Three words come repeatedly from Resmi Sateesh. Sufi, folk and acoustic. Not that they are new to her. But all of them together will be new. It will be an acoustic version of sufi and folk, says the singer, who has been associated with a certain style of singing and who doesn’t wish to be stereotyped so. So she, through her music company ReSa Roots, is bringing out a series of experimental concerts, and the first of these will happen in Kochi on April 21.
“You know the kind of music I have been doing. A little loud, rock-ish. I want to deconstruct all that. I am making new collaborations,” Resmi says. In this first collaboration she is bringing down an artiste from Sweden — Larisa Ljungkrona, a musician and composer working in Gothenburg, who will be playing the accordion for Resmi’s show.
On the percussion - a tabla – she has roped in young Radhika George, who has finished her 8th grade in the Trinity Guildhall exams. “I am extremely happy that there are these two women with me in this show,” Resmi says.
The three women will perform with a man – Shekhar Sudhir, who plays the violin and the guitar. “He is a self-taught musician.” This particular concert will be called ReSaThantra. “It is an exploration of music. From the most simple pure emotion of love to really grave social issues, music has been always been a way of expression, intervention,” Resmi adds. It is going to be a small concert for a limited audience, at the Forplay Productions, Panampilly Nagar, Kochi.

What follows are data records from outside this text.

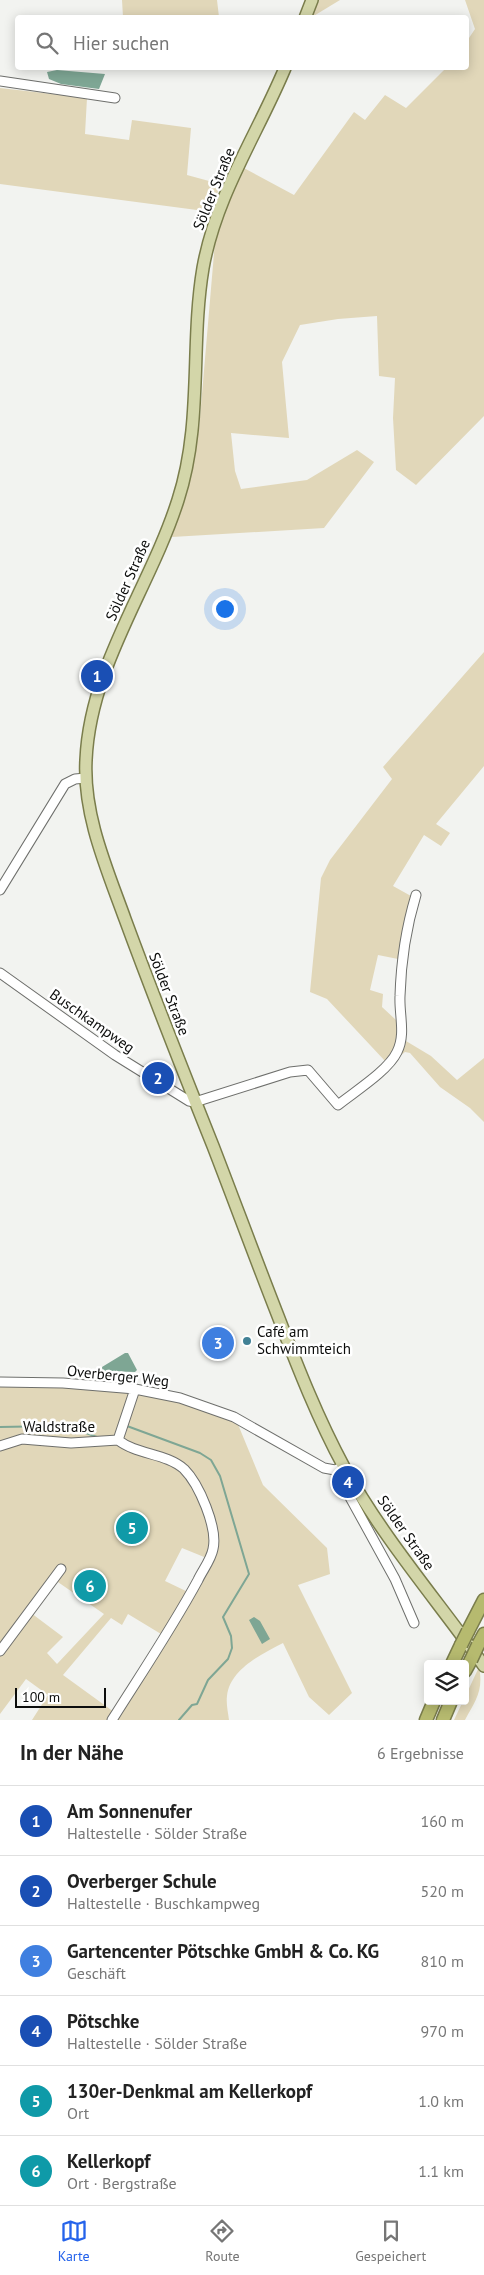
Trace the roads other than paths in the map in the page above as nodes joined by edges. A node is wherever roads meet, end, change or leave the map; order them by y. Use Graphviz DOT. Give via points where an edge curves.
graph roads {
  1 [pos="312,0"];
  2 [pos="306,15"];
  3 [pos="284,70"];
  4 [pos="0,82"];
  5 [pos="115,98"];
  6 [pos="86,778"];
  7 [pos="0,890"];
  8 [pos="416,894"];
  9 [pos="0,973"];
  10 [pos="195,1102"];
  11 [pos="0,1382"];
  12 [pos="135,1389"];
  13 [pos="118,1440"];
  14 [pos="0,1446"];
  15 [pos="339,1468"];
  16 [pos="60,1569"];
  17 [pos="484,1600"];
  18 [pos="414,1623"];
  19 [pos="481,1640"];
  20 [pos="0,1651"];
  21 [pos="454,1660"];
  22 [pos="469,1663"];
  23 [pos="484,1666"];
  24 [pos="432,1705"];
  25 [pos="449,1705"];
  26 [pos="112,1720"];
  27 [pos="426,1720"];
  28 [pos="443,1720"];
  1 -- 2 [label="main road"];
  3 -- 6 [label="main road, Sölder Straße" via="233,173 211,232 198,314 196,402 179,498 102,678 90,720"];
  4 -- 5 [label="street"];
  6 -- 7 [label="street" via="65,784"];
  6 -- 10 [label="main road, Sölder Straße" via="93,825 103,859"];
  8 -- 10 [label="street" via="407,924 402,961 402,1038 397,1053 385,1067 338,1105 308,1070 290,1072"];
  9 -- 10 [label="street, Buschkampweg" via="115,1055 179,1097"];
  10 -- 15 [label="main road, Sölder Straße"];
  11 -- 12 [label="street, Overberger Weg"];
  12 -- 13 [label="street"];
  12 -- 15 [label="street, Overberger Weg" via="180,1398 234,1417 324,1468"];
  13 -- 14 [label="street, Waldstraße" via="71,1443 22,1439"];
  13 -- 26 [label="street" via="126,1446 168,1460 182,1468 195,1482 213,1532 213,1550 191,1593"];
  15 -- 18 [label="street"];
  15 -- 23 [label="main road, Sölder Straße"];
  16 -- 20 [label="street"];
  17 -- 21 [label="highway, bridge"];
  19 -- 22 [label="highway, bridge"];
  24 -- 27 [label="highway"];
  25 -- 28 [label="highway"];
}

It has been a good year for Resmi in other ways too. She has done a lot of playback singing, but they are all just going to come out and she feels it is too early to talk about it. There will be more collaborations coming up. “What I don’t like are when some artistes criticise another, because they think only their music is good. They don’t open up to others, or appreciate others. It is then that an artist begins to die.” Resmi through her collaborations with different kinds of musicians is therefore, also making a point.